== YOUR GOAL ==
For this exercise, please find the lines in the entries that include the word "Corlăteanu" and copy them.

Collected data
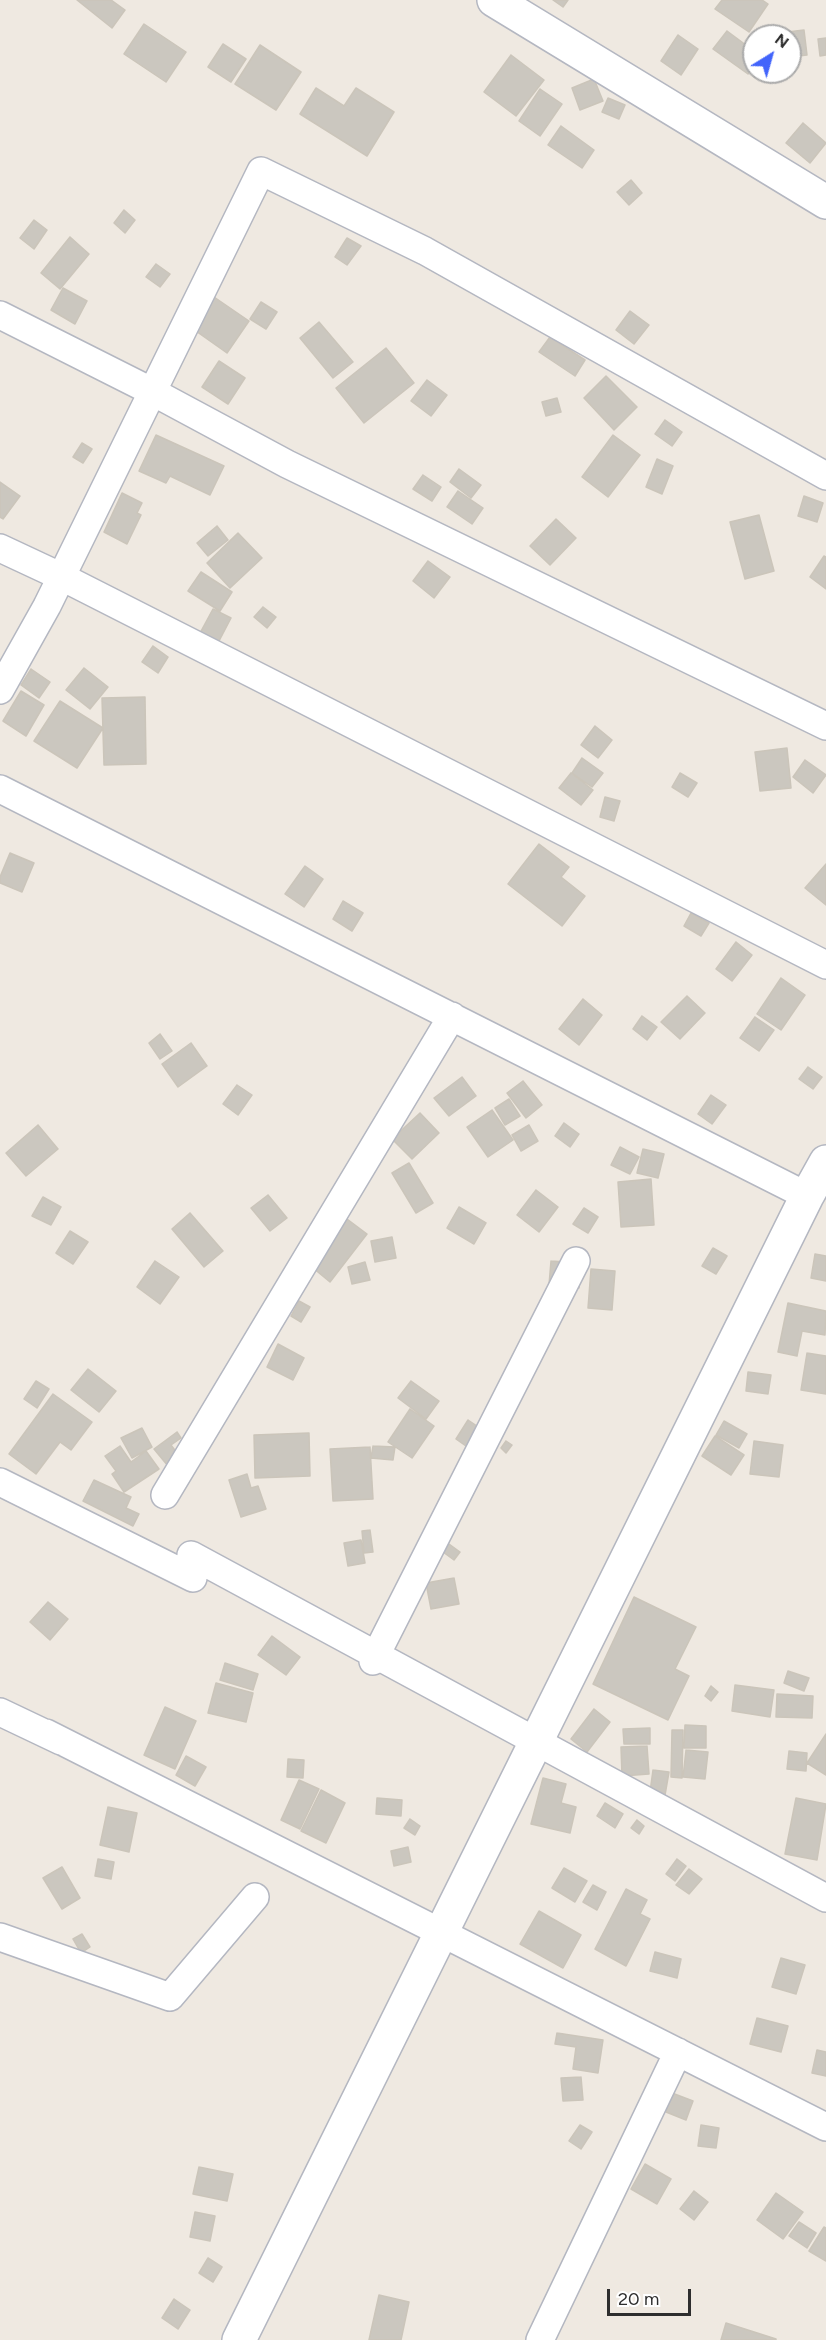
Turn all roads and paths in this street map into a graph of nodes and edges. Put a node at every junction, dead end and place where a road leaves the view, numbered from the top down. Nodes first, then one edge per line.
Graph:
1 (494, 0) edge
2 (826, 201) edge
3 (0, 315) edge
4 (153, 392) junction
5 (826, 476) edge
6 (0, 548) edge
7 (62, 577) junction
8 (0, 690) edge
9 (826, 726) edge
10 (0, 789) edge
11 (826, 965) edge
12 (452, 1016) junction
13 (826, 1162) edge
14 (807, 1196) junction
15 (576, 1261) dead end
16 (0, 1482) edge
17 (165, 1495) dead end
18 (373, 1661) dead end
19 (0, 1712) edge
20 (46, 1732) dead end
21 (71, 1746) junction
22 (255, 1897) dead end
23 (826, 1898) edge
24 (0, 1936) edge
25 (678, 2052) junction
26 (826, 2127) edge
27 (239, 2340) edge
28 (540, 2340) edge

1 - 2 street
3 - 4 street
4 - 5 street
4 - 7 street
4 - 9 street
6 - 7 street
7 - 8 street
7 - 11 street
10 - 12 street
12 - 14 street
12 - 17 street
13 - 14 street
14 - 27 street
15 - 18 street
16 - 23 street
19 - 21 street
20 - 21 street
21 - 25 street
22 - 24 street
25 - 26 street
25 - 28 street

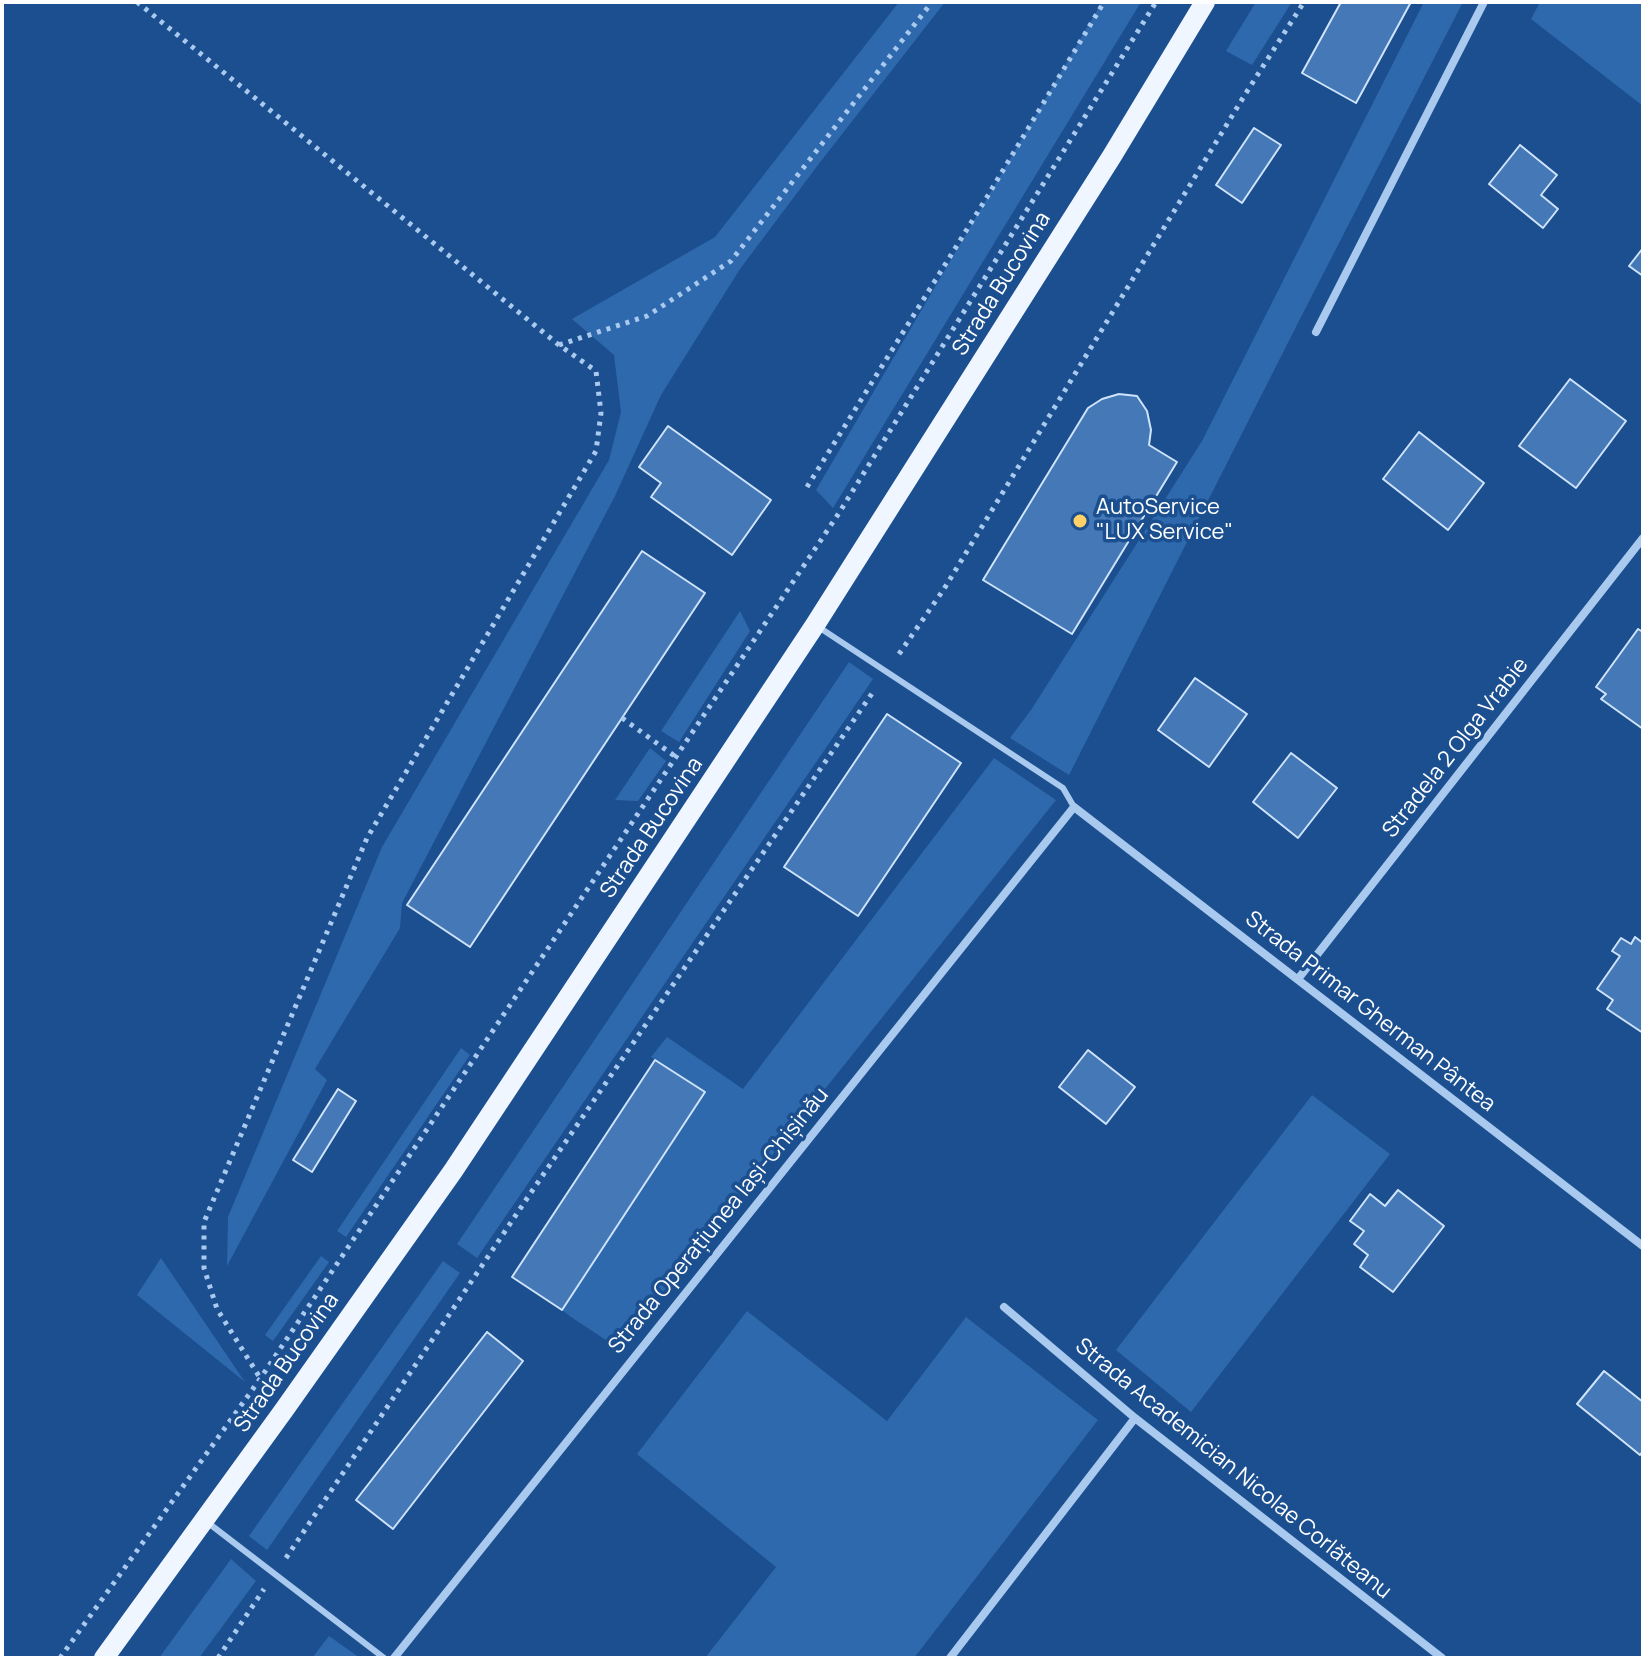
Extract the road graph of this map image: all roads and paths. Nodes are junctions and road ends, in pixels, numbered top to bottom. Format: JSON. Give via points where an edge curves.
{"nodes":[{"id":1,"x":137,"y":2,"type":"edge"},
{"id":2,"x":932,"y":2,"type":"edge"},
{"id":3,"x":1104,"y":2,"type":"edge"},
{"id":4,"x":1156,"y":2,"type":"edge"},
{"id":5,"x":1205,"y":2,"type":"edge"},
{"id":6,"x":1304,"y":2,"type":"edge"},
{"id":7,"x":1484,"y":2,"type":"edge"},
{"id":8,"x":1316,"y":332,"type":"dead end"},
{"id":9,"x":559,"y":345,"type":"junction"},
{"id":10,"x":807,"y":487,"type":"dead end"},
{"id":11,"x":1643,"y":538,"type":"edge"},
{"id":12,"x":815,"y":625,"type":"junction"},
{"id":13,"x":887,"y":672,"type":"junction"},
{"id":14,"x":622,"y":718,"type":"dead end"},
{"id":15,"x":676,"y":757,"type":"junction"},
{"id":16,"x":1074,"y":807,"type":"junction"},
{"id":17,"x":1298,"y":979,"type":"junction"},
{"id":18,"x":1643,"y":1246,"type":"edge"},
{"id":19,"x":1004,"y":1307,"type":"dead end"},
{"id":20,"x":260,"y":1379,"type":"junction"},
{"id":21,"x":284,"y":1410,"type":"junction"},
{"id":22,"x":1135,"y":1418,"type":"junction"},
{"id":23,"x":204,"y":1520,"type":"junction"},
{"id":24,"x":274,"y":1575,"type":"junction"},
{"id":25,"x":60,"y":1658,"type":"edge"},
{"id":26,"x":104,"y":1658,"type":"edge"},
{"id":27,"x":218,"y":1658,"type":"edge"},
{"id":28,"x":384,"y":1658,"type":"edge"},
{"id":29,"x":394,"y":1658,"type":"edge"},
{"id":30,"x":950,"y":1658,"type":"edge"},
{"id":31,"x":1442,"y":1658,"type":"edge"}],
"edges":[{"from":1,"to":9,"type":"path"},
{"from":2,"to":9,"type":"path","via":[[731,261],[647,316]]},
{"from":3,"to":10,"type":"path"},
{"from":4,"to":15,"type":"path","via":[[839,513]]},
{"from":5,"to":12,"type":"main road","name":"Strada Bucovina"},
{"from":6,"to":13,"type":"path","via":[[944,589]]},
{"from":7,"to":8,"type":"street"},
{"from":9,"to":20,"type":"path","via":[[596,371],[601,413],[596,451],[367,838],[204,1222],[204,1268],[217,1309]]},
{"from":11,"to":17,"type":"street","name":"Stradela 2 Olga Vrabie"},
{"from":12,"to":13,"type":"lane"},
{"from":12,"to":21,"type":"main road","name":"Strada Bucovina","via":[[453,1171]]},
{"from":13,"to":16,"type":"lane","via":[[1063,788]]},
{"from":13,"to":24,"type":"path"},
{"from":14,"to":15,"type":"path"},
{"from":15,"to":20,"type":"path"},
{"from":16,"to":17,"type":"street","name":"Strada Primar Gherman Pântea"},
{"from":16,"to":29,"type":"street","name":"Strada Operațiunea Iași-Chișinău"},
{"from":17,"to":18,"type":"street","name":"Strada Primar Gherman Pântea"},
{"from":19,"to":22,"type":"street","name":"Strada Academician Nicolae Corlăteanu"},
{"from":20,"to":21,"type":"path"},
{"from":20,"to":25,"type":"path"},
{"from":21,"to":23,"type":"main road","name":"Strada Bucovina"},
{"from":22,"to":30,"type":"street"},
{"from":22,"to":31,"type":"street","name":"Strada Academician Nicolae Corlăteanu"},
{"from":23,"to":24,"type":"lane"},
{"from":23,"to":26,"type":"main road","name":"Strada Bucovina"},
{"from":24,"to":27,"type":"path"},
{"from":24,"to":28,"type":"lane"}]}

== RESPONSE ==
{"from":19,"to":22,"type":"street","name":"Strada Academician Nicolae Corlăteanu"},
{"from":22,"to":31,"type":"street","name":"Strada Academician Nicolae Corlăteanu"},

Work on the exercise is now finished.